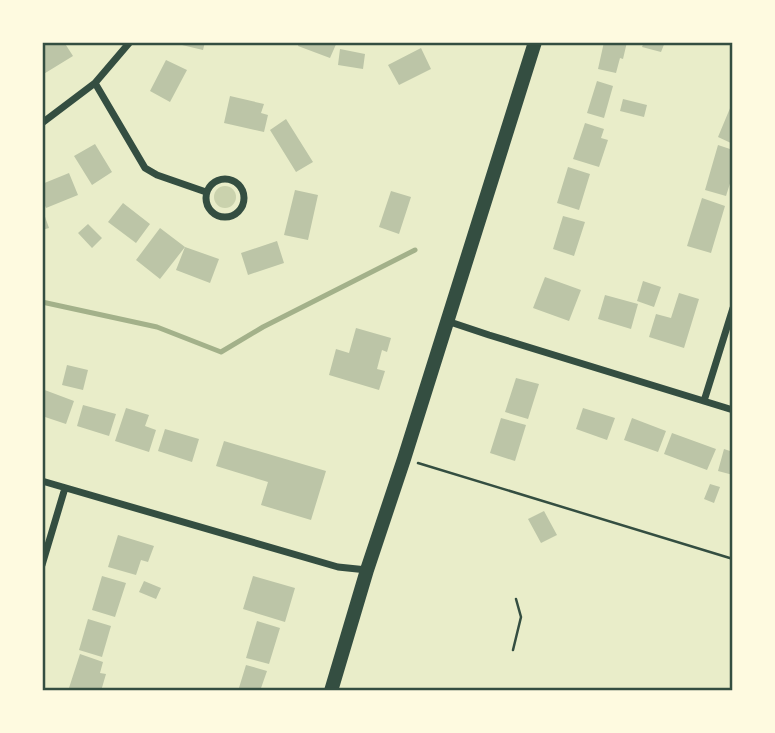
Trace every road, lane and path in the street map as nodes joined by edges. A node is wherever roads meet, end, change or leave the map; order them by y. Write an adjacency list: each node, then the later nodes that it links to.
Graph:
1 (130, 42): 3 (street)
2 (535, 42): 7 (main road)
3 (94, 83): 4 (street); 5 (street)
4 (42, 123)
5 (206, 192): 5 (street)
6 (733, 308): 8 (street)
7 (447, 321): 8 (street); 10 (main road)
8 (704, 401): 9 (street)
9 (733, 410)
10 (404, 459): 13 (path); 15 (main road)
11 (42, 481): 12 (street)
12 (65, 488): 14 (street); 15 (street)
13 (733, 559)
14 (42, 565)
15 (367, 570): 18 (main road)
16 (516, 599): 17 (path)
17 (513, 650)
18 (331, 691)

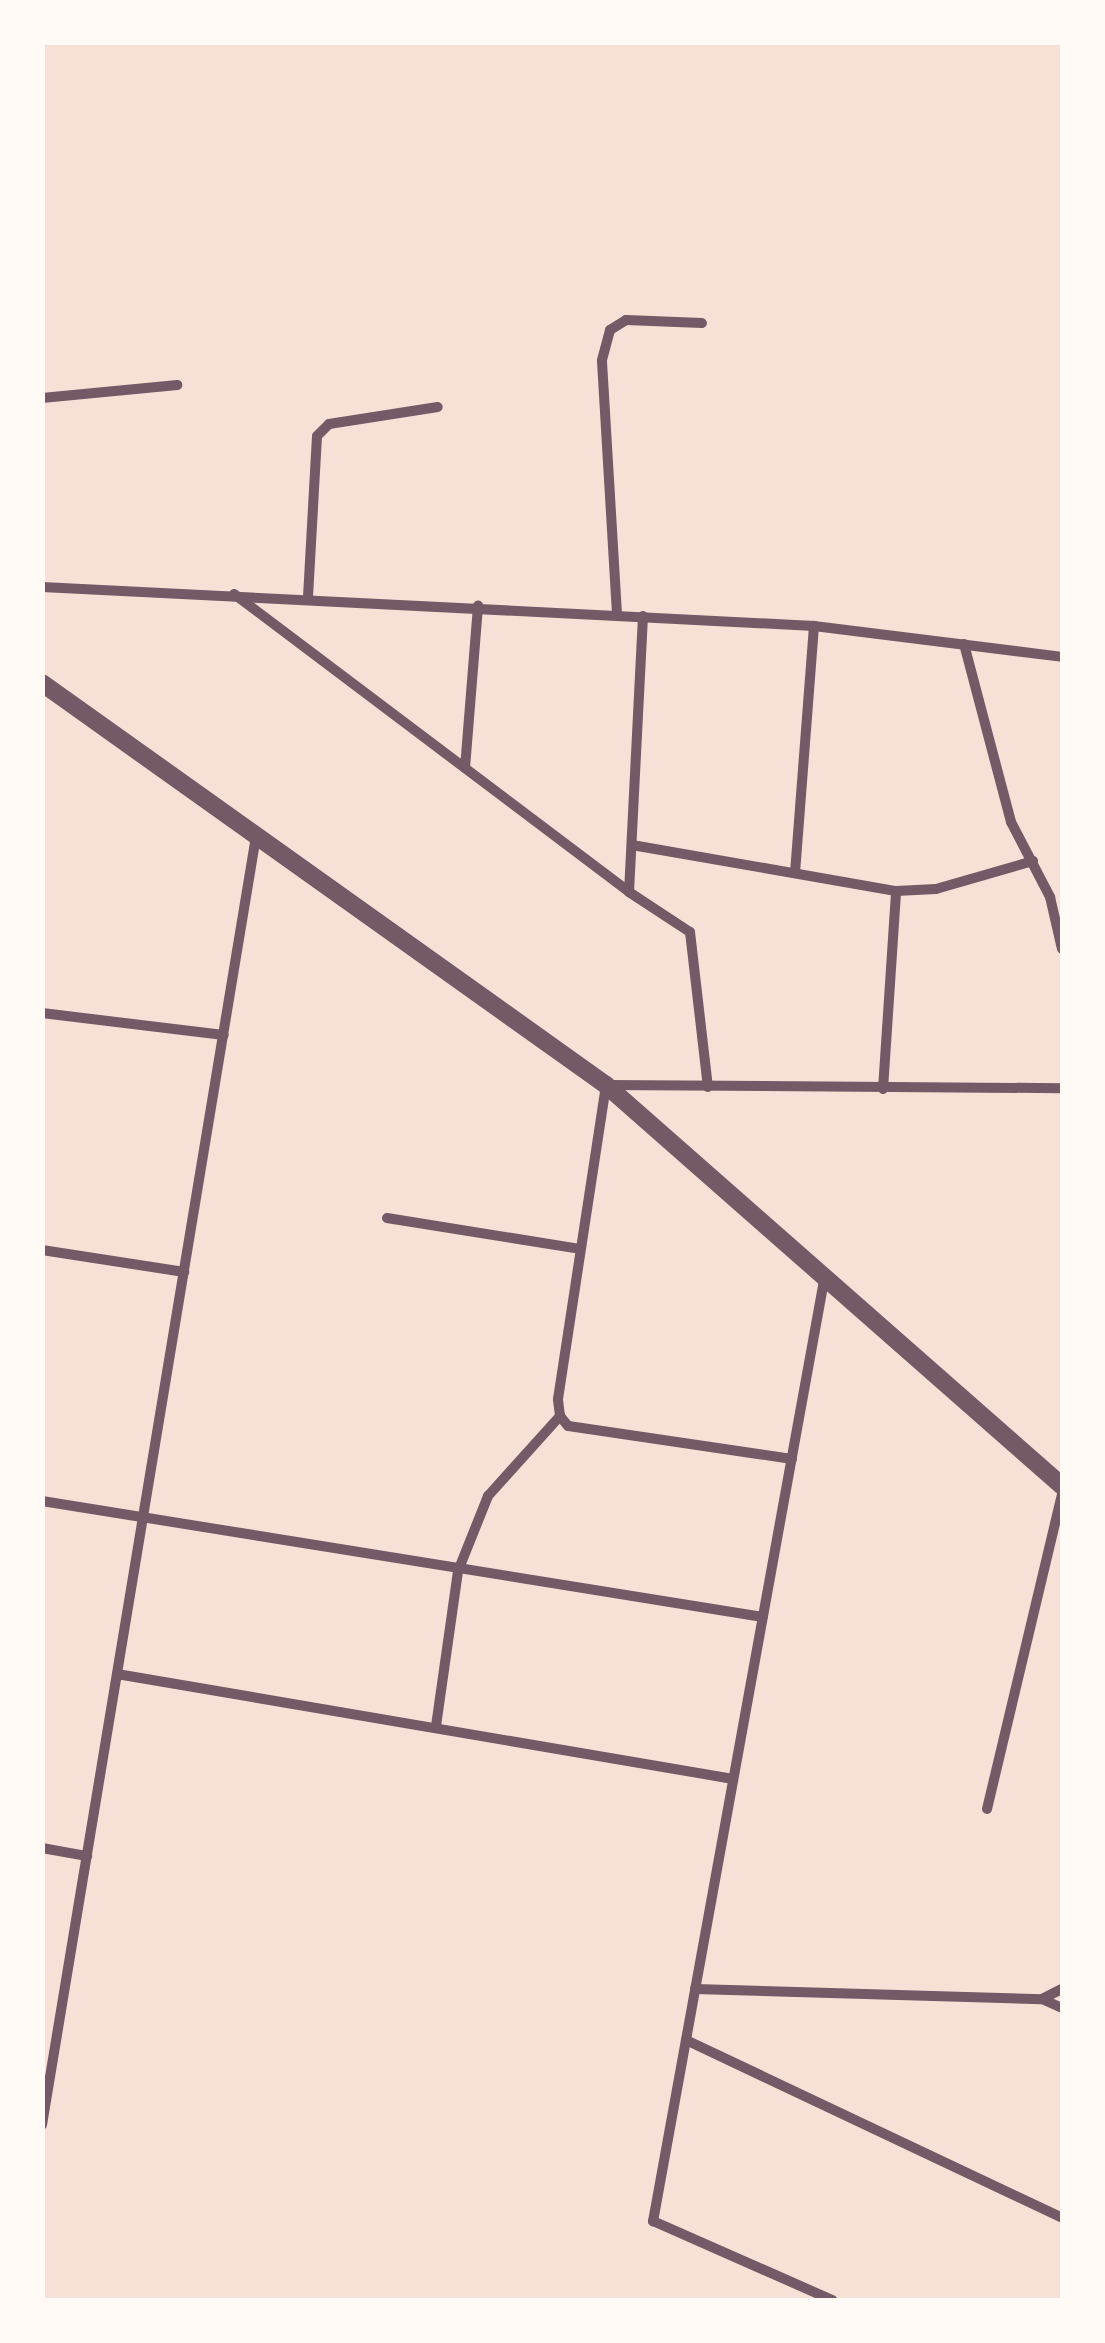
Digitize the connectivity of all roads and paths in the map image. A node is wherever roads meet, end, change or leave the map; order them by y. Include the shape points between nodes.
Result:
1 (702, 323) dead end
2 (177, 385) dead end
3 (42, 398) edge
4 (438, 407) dead end
5 (42, 587) edge
6 (233, 594) junction
7 (308, 598) junction
8 (478, 606) junction
9 (616, 614) junction
10 (643, 616) junction
11 (814, 626) junction
12 (964, 644) junction
13 (1062, 656) edge
14 (42, 682) edge
15 (465, 768) junction
16 (256, 836) junction
17 (632, 845) junction
18 (1033, 861) junction
19 (795, 873) junction
20 (896, 891) junction
21 (630, 892) junction
22 (1062, 949) edge
23 (42, 1012) edge
24 (224, 1035) junction
25 (606, 1085) junction
26 (708, 1087) junction
27 (1062, 1088) edge
28 (883, 1089) junction
29 (387, 1218) dead end
30 (580, 1249) junction
31 (42, 1250) edge
32 (184, 1272) junction
33 (825, 1274) junction
34 (560, 1416) junction
35 (792, 1459) junction
36 (1062, 1490) edge
37 (42, 1500) edge
38 (144, 1515) junction
39 (458, 1571) junction
40 (763, 1618) junction
41 (117, 1674) junction
42 (436, 1726) junction
43 (734, 1779) junction
44 (987, 1809) dead end
45 (42, 1848) edge
46 (87, 1856) junction
47 (1062, 1989) edge
48 (695, 1990) junction
49 (1042, 1999) junction
50 (1062, 2008) edge
51 (686, 2040) junction
52 (42, 2125) edge
53 (1062, 2218) edge
54 (832, 2300) edge

1 - 9 street via 626,320 610,330 602,360
2 - 3 street
4 - 7 street via 329,424 318,436
5 - 6 street
6 - 7 street
6 - 15 street
7 - 8 street
8 - 9 street
8 - 15 street
9 - 10 street
10 - 11 street
10 - 17 street
11 - 12 street
11 - 19 street
12 - 13 street
12 - 18 street via 1006,808
14 - 16 street
15 - 21 street
16 - 24 street
16 - 25 street
17 - 19 street
17 - 21 street
18 - 20 street via 936,889
18 - 22 street
19 - 20 street
20 - 28 street
21 - 26 street via 690,932
23 - 24 street
24 - 32 street
25 - 26 street
25 - 30 street
25 - 33 street
26 - 28 street
27 - 28 street
29 - 30 street
30 - 34 street
31 - 32 street
32 - 38 street
33 - 35 street
33 - 36 street
34 - 35 street via 568,1426
34 - 39 street via 488,1496
35 - 40 street
36 - 44 street
37 - 38 street
38 - 39 street
38 - 41 street
39 - 40 street
39 - 42 street
40 - 43 street
41 - 42 street
41 - 46 street
42 - 43 street
43 - 48 street
45 - 46 street
46 - 52 street
47 - 49 street
48 - 49 street
48 - 51 street
49 - 50 street
51 - 53 street
51 - 54 street via 653,2220

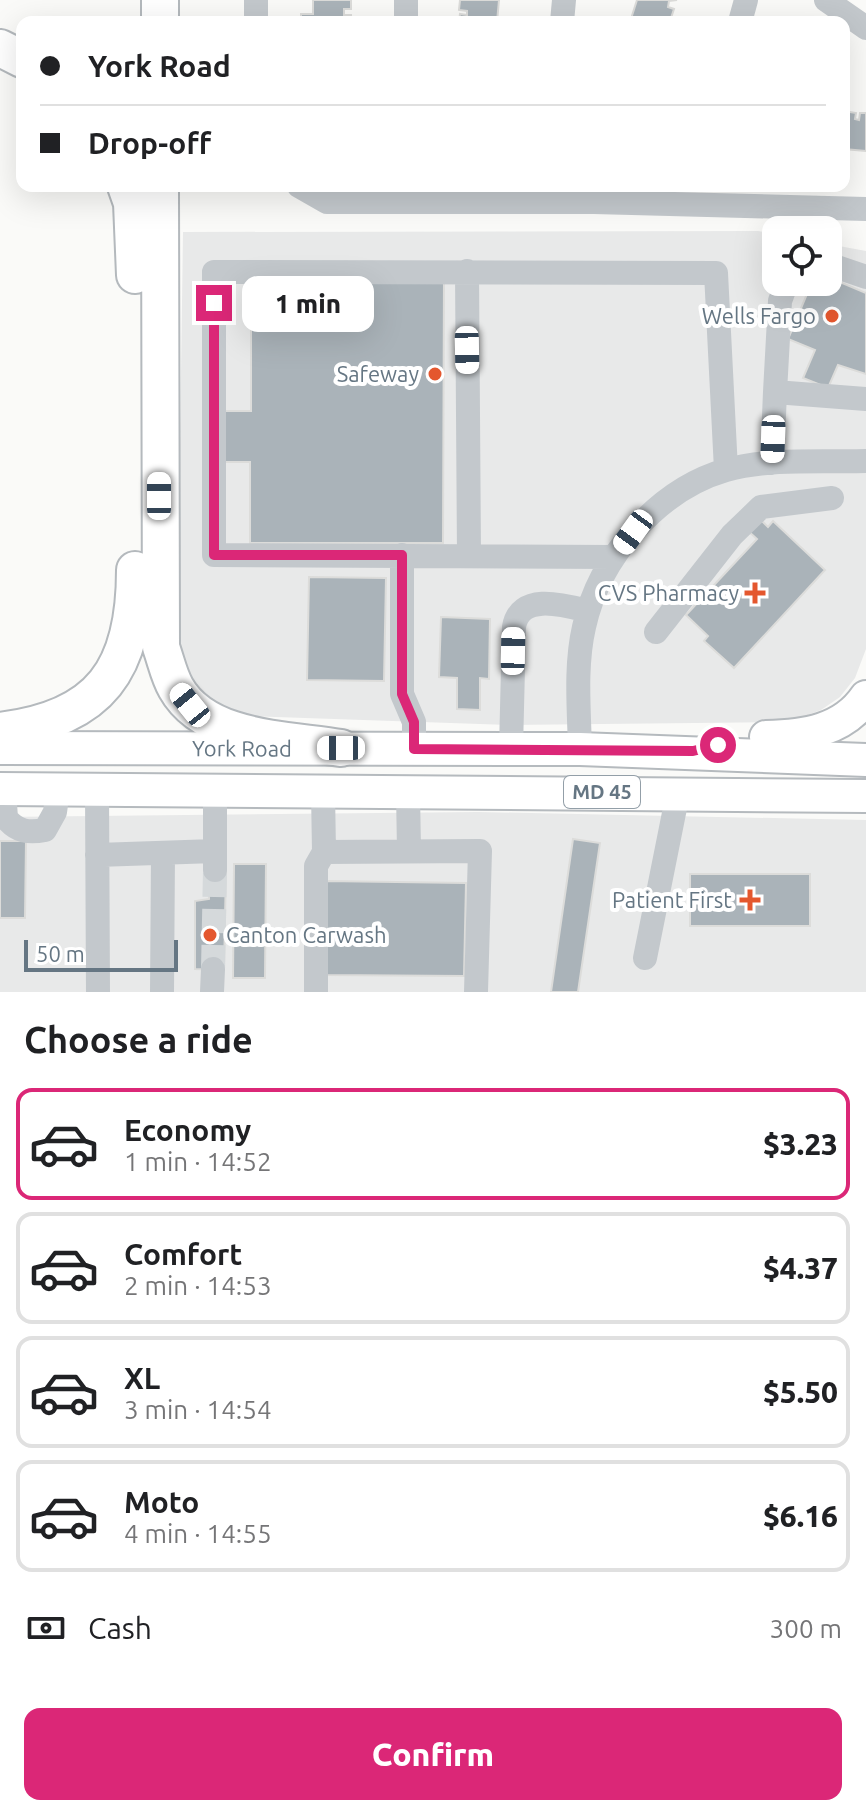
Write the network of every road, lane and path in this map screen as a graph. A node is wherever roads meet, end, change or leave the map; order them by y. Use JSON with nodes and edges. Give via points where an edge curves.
{"nodes":[{"id":1,"x":826,"y":0,"type":"edge"},
{"id":2,"x":843,"y":16,"type":"edge"},
{"id":3,"x":127,"y":192,"type":"edge"},
{"id":4,"x":160,"y":192,"type":"edge"},
{"id":5,"x":310,"y":192,"type":"edge"},
{"id":6,"x":628,"y":195,"type":"edge"},
{"id":7,"x":866,"y":209,"type":"edge"},
{"id":8,"x":842,"y":269,"type":"edge"},
{"id":9,"x":467,"y":271,"type":"junction"},
{"id":10,"x":866,"y":277,"type":"edge"},
{"id":11,"x":782,"y":296,"type":"edge"},
{"id":12,"x":775,"y":392,"type":"junction"},
{"id":13,"x":866,"y":399,"type":"edge"},
{"id":14,"x":866,"y":461,"type":"edge"},
{"id":15,"x":772,"y":463,"type":"junction"},
{"id":16,"x":726,"y":470,"type":"junction"},
{"id":17,"x":832,"y":498,"type":"dead end"},
{"id":18,"x":402,"y":555,"type":"junction"},
{"id":19,"x":469,"y":556,"type":"junction"},
{"id":20,"x":614,"y":557,"type":"junction"},
{"id":21,"x":588,"y":611,"type":"junction"},
{"id":22,"x":656,"y":632,"type":"dead end"},
{"id":23,"x":866,"y":697,"type":"edge"},
{"id":24,"x":0,"y":731,"type":"edge"},
{"id":25,"x":0,"y":748,"type":"edge"},
{"id":26,"x":109,"y":748,"type":"junction"},
{"id":27,"x":341,"y":748,"type":"junction"},
{"id":28,"x":414,"y":749,"type":"junction"},
{"id":29,"x":511,"y":749,"type":"junction"},
{"id":30,"x":580,"y":749,"type":"junction"},
{"id":31,"x":693,"y":751,"type":"junction"},
{"id":32,"x":866,"y":760,"type":"edge"},
{"id":33,"x":1,"y":780,"type":"edge"},
{"id":34,"x":97,"y":791,"type":"junction"},
{"id":35,"x":215,"y":792,"type":"junction"},
{"id":36,"x":323,"y":792,"type":"junction"},
{"id":37,"x":408,"y":792,"type":"junction"},
{"id":38,"x":678,"y":793,"type":"junction"},
{"id":39,"x":866,"y":796,"type":"edge"},
{"id":40,"x":409,"y":851,"type":"junction"},
{"id":41,"x":324,"y":852,"type":"junction"},
{"id":42,"x":163,"y":853,"type":"junction"},
{"id":43,"x":97,"y":855,"type":"junction"},
{"id":44,"x":645,"y":958,"type":"dead end"},
{"id":45,"x":98,"y":992,"type":"edge"},
{"id":46,"x":162,"y":992,"type":"edge"},
{"id":47,"x":316,"y":992,"type":"edge"},
{"id":48,"x":476,"y":992,"type":"edge"}],
"edges":[{"from":1,"to":2,"type":"street"},
{"from":3,"to":24,"type":"highway","via":[[135,238],[135,613],[130,639],[109,679],[76,710],[56,720]]},
{"from":4,"to":27,"type":"highway","via":[[161,647],[177,690],[208,719],[236,730]]},
{"from":5,"to":6,"type":"street","via":[[327,202]]},
{"from":6,"to":7,"type":"street"},
{"from":8,"to":10,"type":"street"},
{"from":9,"to":16,"type":"street","via":[[716,273]]},
{"from":9,"to":18,"type":"street","via":[[214,272],[214,555]]},
{"from":9,"to":19,"type":"street"},
{"from":11,"to":12,"type":"street"},
{"from":12,"to":13,"type":"street"},
{"from":12,"to":15,"type":"street"},
{"from":14,"to":15,"type":"street"},
{"from":15,"to":16,"type":"street"},
{"from":16,"to":20,"type":"street","via":[[678,492]]},
{"from":17,"to":22,"type":"street","via":[[761,507],[732,535]]},
{"from":18,"to":19,"type":"street"},
{"from":18,"to":28,"type":"street","via":[[402,694],[414,722]]},
{"from":19,"to":20,"type":"street"},
{"from":20,"to":21,"type":"street"},
{"from":21,"to":29,"type":"street","via":[[532,604],[518,615]]},
{"from":21,"to":30,"type":"street","via":[[579,672]]},
{"from":23,"to":31,"type":"main road","via":[[830,727],[804,736],[743,738]]},
{"from":25,"to":26,"type":"main road","name":"York Road","number":"MD 45"},
{"from":26,"to":27,"type":"main road","name":"York Road","number":"MD 45"},
{"from":26,"to":33,"type":"main road"},
{"from":27,"to":28,"type":"main road","name":"York Road","number":"MD 45"},
{"from":28,"to":29,"type":"main road","name":"York Road","number":"MD 45"},
{"from":29,"to":30,"type":"main road","name":"York Road","number":"MD 45"},
{"from":30,"to":31,"type":"main road","name":"York Road","number":"MD 45"},
{"from":31,"to":32,"type":"main road","name":"York Road","number":"MD 45"},
{"from":33,"to":34,"type":"main road","name":"York Road","number":"MD 45"},
{"from":34,"to":35,"type":"main road","name":"York Road","number":"MD 45"},
{"from":34,"to":43,"type":"street"},
{"from":35,"to":36,"type":"main road","name":"York Road","number":"MD 45"},
{"from":35,"to":42,"type":"street","via":[[215,860]]},
{"from":36,"to":37,"type":"main road","name":"York Road","number":"MD 45"},
{"from":36,"to":41,"type":"street"},
{"from":37,"to":38,"type":"main road","name":"York Road","number":"MD 45"},
{"from":37,"to":40,"type":"street"},
{"from":38,"to":39,"type":"main road","name":"York Road","number":"MD 45"},
{"from":38,"to":44,"type":"street"},
{"from":40,"to":41,"type":"street"},
{"from":40,"to":48,"type":"street","via":[[480,851]]},
{"from":41,"to":47,"type":"street","via":[[316,866]]},
{"from":42,"to":43,"type":"street"},
{"from":42,"to":46,"type":"street"},
{"from":43,"to":45,"type":"street"}]}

**ABOUT THIS EXERCISE**
Your task is to list each line of the records with the word "highway".

**TASK SOLUTION**
{"from":3,"to":24,"type":"highway","via":[[135,238],[135,613],[130,639],[109,679],[76,710],[56,720]]},
{"from":4,"to":27,"type":"highway","via":[[161,647],[177,690],[208,719],[236,730]]},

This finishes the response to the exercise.